EXTRACTED MATERIAL:
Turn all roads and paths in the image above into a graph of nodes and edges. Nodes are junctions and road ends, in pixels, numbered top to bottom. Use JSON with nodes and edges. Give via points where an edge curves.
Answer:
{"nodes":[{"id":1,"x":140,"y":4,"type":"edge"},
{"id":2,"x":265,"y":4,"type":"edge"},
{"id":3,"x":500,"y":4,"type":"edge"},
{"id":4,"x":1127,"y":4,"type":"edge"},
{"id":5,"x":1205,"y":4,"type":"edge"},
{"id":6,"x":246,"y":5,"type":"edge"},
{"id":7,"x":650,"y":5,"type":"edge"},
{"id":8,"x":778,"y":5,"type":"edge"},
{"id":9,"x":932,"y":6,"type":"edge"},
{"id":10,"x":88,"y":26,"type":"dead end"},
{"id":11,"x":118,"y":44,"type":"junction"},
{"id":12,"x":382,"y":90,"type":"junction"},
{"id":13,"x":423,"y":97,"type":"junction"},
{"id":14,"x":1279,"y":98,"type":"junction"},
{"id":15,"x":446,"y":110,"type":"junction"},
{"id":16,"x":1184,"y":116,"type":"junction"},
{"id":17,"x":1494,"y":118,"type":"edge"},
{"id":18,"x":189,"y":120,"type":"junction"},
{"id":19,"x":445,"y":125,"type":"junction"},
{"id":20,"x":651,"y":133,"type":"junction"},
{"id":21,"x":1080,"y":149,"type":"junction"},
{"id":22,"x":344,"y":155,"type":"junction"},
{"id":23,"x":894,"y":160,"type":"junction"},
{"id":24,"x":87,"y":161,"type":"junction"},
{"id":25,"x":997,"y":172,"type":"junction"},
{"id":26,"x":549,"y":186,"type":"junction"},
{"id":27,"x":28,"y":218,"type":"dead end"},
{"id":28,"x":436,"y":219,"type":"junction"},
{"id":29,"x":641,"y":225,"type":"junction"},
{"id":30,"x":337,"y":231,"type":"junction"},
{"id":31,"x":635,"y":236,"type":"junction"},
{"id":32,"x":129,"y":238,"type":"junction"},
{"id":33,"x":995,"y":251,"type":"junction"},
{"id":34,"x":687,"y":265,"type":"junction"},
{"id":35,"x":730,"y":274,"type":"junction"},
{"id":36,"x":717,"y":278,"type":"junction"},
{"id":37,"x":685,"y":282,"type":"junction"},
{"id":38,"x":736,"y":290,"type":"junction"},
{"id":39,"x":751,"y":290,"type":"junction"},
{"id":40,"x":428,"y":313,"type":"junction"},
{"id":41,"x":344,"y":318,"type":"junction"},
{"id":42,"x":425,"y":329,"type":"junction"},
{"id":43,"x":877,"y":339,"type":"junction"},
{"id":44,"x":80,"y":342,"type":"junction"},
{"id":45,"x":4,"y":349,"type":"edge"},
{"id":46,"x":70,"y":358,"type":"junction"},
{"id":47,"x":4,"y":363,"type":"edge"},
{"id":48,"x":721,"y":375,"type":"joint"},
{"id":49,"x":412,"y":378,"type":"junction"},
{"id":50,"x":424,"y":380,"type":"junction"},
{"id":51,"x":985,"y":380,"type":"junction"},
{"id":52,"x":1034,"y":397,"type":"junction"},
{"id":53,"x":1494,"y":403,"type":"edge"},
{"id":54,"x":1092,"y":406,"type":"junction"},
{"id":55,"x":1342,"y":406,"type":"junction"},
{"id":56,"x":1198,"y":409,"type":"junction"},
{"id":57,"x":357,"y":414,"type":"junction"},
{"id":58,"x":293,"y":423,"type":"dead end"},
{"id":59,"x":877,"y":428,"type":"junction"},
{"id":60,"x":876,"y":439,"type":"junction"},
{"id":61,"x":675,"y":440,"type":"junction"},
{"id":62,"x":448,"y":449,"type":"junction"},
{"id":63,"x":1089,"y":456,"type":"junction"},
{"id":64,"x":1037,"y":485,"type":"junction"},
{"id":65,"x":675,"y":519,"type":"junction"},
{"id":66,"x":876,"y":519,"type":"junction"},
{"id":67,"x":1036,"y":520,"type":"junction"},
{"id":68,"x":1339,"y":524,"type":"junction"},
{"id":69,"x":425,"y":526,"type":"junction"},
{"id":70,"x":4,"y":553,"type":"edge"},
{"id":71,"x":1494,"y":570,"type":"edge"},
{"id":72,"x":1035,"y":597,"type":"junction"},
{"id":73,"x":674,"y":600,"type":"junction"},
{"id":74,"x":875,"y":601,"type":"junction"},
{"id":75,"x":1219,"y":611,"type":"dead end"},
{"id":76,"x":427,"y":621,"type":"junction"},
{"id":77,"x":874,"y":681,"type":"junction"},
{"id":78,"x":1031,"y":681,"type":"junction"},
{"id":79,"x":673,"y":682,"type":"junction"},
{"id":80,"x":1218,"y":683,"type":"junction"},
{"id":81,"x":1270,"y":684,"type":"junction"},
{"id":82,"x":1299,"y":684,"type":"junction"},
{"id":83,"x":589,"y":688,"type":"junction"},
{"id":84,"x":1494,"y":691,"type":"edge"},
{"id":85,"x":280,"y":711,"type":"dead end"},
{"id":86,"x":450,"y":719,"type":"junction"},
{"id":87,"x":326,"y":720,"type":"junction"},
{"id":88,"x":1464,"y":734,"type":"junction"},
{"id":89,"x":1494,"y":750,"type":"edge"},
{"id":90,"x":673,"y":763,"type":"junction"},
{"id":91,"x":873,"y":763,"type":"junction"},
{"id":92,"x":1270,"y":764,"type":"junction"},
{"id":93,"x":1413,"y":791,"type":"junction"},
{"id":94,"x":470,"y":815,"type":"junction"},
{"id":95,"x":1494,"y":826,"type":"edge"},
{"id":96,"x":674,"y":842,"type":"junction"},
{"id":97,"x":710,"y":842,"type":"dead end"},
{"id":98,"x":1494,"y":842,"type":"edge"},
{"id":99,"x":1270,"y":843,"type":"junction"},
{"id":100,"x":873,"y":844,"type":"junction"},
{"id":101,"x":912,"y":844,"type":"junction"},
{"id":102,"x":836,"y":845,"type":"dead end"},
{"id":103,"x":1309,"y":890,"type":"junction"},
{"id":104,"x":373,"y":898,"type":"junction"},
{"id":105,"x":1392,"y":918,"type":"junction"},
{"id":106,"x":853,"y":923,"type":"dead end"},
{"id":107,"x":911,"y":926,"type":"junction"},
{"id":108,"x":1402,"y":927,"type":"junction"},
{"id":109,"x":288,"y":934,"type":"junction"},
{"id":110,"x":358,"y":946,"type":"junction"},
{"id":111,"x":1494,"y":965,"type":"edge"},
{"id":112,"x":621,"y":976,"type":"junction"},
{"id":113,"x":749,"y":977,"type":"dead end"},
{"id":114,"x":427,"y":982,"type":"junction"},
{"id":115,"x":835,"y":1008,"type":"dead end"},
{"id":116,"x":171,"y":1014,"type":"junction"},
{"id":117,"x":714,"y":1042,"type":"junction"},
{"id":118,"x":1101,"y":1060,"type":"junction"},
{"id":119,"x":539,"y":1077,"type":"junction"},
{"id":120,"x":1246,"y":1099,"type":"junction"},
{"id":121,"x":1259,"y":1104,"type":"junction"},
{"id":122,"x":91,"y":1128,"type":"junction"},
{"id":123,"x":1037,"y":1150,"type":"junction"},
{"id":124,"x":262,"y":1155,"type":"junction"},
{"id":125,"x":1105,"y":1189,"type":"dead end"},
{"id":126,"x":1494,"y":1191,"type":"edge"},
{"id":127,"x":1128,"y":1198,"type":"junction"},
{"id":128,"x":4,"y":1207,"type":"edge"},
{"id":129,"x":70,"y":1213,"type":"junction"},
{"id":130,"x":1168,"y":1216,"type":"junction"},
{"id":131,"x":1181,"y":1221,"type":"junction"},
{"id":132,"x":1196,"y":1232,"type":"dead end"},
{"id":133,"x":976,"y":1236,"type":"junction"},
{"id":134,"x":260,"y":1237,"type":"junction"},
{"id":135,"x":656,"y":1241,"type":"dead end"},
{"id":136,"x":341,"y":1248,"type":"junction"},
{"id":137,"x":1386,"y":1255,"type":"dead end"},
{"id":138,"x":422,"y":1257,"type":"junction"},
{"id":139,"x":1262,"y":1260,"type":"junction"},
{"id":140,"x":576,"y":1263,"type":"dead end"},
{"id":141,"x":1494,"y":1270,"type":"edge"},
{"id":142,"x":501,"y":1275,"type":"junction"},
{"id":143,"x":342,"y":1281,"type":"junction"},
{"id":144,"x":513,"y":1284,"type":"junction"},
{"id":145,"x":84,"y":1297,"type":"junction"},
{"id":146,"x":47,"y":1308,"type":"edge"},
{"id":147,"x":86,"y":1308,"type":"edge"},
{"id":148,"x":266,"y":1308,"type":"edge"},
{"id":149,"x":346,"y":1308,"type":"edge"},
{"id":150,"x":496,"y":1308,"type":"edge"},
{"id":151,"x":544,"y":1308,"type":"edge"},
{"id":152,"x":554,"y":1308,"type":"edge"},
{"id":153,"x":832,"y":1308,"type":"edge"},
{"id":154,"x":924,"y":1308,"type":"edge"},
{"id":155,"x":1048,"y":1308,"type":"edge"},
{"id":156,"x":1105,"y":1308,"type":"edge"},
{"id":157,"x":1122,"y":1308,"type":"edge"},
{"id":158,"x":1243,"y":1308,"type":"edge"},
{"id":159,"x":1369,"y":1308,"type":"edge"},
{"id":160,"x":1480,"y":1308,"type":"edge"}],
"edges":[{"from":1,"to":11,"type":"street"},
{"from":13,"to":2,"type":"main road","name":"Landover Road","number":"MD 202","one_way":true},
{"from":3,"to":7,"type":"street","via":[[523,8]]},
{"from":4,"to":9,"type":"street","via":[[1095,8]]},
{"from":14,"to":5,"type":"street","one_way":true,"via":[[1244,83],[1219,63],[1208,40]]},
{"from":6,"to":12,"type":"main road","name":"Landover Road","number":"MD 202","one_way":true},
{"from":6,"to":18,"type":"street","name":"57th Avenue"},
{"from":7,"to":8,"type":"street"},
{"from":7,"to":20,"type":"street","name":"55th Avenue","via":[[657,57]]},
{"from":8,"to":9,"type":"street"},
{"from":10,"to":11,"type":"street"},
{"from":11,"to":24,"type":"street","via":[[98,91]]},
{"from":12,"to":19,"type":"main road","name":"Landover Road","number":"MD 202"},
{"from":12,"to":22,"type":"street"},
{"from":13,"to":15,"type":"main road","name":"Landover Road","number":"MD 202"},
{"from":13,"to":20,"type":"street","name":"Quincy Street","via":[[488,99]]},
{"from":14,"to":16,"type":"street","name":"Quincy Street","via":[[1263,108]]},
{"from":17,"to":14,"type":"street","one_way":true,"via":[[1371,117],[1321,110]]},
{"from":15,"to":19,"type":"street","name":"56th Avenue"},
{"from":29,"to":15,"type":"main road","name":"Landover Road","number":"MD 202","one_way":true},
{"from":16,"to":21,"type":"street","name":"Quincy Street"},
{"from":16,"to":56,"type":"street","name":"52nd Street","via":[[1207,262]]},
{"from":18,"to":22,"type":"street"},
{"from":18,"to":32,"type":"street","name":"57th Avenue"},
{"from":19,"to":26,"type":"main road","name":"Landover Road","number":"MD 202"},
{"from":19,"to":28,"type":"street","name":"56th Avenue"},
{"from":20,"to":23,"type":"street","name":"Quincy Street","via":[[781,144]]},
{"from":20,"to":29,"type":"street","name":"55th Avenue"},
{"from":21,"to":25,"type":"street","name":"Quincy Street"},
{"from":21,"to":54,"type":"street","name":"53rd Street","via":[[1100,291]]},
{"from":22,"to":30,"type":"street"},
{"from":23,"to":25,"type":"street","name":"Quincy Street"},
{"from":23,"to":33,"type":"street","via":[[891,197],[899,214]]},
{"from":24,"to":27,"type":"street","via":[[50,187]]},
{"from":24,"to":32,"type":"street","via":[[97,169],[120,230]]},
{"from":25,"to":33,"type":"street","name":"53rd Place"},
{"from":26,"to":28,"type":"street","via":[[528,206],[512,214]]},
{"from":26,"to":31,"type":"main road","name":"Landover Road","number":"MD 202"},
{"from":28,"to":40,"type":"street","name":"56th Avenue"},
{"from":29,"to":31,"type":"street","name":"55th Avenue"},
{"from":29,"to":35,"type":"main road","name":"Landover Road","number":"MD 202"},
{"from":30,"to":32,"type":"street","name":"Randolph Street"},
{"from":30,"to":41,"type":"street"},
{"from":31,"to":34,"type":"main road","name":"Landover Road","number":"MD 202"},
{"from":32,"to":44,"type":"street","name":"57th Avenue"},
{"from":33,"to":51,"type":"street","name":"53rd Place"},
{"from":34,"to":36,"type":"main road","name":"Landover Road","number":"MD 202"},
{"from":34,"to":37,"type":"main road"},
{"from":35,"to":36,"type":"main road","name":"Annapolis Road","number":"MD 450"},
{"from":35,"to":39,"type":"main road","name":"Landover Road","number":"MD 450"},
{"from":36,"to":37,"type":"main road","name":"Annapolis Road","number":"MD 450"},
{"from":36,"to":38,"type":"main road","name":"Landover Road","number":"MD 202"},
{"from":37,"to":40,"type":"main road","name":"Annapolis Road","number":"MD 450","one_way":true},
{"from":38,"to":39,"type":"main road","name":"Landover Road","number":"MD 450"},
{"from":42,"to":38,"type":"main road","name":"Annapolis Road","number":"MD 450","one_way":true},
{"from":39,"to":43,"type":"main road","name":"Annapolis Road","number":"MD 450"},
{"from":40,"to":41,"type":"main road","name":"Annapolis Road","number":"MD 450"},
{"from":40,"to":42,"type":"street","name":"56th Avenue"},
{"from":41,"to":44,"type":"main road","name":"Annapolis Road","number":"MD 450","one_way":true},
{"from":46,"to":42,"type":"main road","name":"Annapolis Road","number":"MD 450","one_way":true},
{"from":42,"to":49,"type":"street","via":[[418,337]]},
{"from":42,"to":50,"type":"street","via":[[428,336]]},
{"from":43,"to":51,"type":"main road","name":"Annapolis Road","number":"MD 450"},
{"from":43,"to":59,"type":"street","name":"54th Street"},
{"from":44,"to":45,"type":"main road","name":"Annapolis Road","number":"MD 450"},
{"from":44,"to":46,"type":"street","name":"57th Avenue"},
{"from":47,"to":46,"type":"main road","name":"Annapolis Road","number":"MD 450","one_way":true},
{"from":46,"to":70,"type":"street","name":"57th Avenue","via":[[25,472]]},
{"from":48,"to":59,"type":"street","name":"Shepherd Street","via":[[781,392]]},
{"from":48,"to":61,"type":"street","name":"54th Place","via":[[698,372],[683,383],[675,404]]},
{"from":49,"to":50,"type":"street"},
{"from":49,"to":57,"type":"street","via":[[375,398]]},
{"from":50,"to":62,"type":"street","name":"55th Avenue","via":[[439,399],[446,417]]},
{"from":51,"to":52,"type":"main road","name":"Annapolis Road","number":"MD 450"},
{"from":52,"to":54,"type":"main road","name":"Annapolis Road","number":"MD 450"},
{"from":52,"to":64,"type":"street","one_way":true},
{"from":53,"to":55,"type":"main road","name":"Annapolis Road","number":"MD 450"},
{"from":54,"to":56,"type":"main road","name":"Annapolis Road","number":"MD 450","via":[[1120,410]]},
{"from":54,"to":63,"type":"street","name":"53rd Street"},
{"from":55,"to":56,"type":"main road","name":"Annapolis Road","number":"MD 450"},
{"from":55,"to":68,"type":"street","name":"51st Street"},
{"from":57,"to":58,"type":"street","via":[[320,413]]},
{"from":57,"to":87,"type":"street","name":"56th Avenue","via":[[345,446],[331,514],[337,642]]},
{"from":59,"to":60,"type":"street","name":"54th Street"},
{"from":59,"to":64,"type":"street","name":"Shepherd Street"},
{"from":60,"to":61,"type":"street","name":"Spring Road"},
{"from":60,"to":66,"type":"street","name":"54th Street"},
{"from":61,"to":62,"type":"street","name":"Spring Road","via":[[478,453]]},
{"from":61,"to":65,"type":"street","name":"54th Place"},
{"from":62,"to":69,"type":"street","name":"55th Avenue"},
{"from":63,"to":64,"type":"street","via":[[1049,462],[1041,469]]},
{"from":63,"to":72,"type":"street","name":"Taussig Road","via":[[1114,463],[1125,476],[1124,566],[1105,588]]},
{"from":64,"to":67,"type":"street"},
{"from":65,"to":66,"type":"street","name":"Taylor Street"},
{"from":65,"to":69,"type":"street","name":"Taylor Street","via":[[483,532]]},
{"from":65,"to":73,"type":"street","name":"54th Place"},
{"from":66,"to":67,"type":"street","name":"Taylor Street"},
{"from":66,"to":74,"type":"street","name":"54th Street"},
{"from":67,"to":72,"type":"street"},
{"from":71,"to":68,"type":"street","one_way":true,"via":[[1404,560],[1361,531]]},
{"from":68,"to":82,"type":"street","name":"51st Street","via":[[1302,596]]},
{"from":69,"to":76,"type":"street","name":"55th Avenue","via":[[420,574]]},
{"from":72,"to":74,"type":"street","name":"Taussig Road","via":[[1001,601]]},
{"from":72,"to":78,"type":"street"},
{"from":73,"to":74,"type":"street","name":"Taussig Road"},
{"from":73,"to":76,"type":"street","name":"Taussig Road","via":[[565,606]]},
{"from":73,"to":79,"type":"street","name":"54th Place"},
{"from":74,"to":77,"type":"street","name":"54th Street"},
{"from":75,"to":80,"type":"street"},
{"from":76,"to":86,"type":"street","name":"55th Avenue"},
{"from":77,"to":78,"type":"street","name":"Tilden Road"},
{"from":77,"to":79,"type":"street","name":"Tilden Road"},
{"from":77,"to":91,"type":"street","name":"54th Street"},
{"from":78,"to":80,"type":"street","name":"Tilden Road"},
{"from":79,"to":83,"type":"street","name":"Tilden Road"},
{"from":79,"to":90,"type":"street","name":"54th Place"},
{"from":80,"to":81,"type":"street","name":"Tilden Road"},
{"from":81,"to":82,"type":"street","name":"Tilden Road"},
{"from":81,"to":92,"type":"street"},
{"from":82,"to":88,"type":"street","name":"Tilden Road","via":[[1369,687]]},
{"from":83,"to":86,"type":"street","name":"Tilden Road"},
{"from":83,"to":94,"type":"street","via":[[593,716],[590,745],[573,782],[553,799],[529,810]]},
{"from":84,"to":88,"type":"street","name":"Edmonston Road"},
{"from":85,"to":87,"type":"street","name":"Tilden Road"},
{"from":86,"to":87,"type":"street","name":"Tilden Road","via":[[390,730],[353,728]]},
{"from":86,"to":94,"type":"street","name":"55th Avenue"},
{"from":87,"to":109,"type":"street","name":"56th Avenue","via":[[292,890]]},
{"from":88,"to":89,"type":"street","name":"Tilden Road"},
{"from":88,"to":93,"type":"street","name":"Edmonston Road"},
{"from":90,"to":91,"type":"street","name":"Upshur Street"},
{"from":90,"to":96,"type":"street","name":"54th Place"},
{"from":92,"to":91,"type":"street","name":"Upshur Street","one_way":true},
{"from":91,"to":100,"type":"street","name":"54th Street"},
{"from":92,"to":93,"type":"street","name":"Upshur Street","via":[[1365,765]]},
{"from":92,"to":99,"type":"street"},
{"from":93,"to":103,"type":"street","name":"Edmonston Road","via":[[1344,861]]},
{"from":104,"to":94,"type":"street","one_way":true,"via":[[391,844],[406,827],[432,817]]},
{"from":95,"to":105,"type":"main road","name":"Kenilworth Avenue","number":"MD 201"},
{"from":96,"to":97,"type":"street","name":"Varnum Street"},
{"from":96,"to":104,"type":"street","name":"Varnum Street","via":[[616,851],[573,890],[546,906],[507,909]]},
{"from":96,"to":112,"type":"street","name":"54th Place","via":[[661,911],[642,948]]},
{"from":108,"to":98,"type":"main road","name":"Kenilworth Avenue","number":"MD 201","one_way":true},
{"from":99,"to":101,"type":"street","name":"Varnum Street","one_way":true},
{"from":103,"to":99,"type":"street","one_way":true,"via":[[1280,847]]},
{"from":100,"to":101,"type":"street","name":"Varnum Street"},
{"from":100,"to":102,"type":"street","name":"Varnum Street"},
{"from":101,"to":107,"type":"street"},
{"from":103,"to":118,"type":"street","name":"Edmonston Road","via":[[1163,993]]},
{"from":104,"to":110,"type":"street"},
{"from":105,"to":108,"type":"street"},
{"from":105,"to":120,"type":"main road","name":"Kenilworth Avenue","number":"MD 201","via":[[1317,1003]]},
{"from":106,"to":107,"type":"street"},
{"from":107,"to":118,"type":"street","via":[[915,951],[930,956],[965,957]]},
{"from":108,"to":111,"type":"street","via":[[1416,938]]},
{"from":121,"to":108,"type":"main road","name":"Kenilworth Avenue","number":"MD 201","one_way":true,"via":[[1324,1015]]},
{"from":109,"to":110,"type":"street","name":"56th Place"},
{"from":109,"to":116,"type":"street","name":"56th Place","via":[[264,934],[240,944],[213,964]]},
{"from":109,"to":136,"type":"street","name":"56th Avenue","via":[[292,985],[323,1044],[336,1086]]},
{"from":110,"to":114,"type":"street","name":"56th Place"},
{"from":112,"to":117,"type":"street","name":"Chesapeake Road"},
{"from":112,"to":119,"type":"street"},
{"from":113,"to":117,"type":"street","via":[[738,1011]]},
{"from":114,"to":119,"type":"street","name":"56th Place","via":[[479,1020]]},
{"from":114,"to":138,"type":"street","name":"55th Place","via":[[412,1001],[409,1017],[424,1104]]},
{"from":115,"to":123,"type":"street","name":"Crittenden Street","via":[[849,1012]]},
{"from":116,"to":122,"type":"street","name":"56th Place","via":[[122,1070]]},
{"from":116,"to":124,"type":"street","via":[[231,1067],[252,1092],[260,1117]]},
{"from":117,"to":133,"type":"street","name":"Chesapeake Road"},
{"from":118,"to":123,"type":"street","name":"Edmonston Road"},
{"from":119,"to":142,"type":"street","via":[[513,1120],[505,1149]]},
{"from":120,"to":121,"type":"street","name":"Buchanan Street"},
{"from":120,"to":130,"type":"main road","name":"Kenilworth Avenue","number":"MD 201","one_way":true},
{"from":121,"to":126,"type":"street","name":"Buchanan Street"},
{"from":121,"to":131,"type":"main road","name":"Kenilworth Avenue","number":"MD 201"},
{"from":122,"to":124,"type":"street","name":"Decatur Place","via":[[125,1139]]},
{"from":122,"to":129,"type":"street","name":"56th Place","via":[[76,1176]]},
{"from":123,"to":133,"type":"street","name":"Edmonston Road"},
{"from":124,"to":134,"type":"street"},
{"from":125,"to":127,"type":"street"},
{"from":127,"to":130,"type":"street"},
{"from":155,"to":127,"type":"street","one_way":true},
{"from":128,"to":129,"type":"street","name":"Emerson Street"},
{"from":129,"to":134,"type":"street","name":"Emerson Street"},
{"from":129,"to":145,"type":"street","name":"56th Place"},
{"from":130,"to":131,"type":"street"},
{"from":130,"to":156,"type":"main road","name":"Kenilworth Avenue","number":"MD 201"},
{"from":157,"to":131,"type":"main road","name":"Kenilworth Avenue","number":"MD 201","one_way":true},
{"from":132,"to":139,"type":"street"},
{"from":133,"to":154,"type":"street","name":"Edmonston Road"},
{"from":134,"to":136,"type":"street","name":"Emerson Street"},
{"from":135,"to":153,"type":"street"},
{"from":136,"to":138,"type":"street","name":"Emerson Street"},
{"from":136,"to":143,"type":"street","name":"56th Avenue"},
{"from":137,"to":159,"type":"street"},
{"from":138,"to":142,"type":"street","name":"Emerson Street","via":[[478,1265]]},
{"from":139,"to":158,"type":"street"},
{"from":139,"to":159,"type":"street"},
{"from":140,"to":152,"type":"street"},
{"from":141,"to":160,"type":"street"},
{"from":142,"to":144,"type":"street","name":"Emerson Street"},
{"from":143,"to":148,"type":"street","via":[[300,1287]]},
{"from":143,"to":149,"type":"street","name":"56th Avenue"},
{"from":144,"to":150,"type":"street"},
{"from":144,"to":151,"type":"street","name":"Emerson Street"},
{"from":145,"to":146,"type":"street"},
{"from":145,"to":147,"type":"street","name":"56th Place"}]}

EXERCISE BRIEF: All lines in the records above that contain "edges" are to be reported.

RESPONSE TO THE TASK:
Turn all roads and paths in the image above into a graph of nodes and edges. Nodes are junctions and road ends, in pixels, numbered top to bottom. Use JSON with nodes and edges. Give via points where an edge curves.
"edges":[{"from":1,"to":11,"type":"street"},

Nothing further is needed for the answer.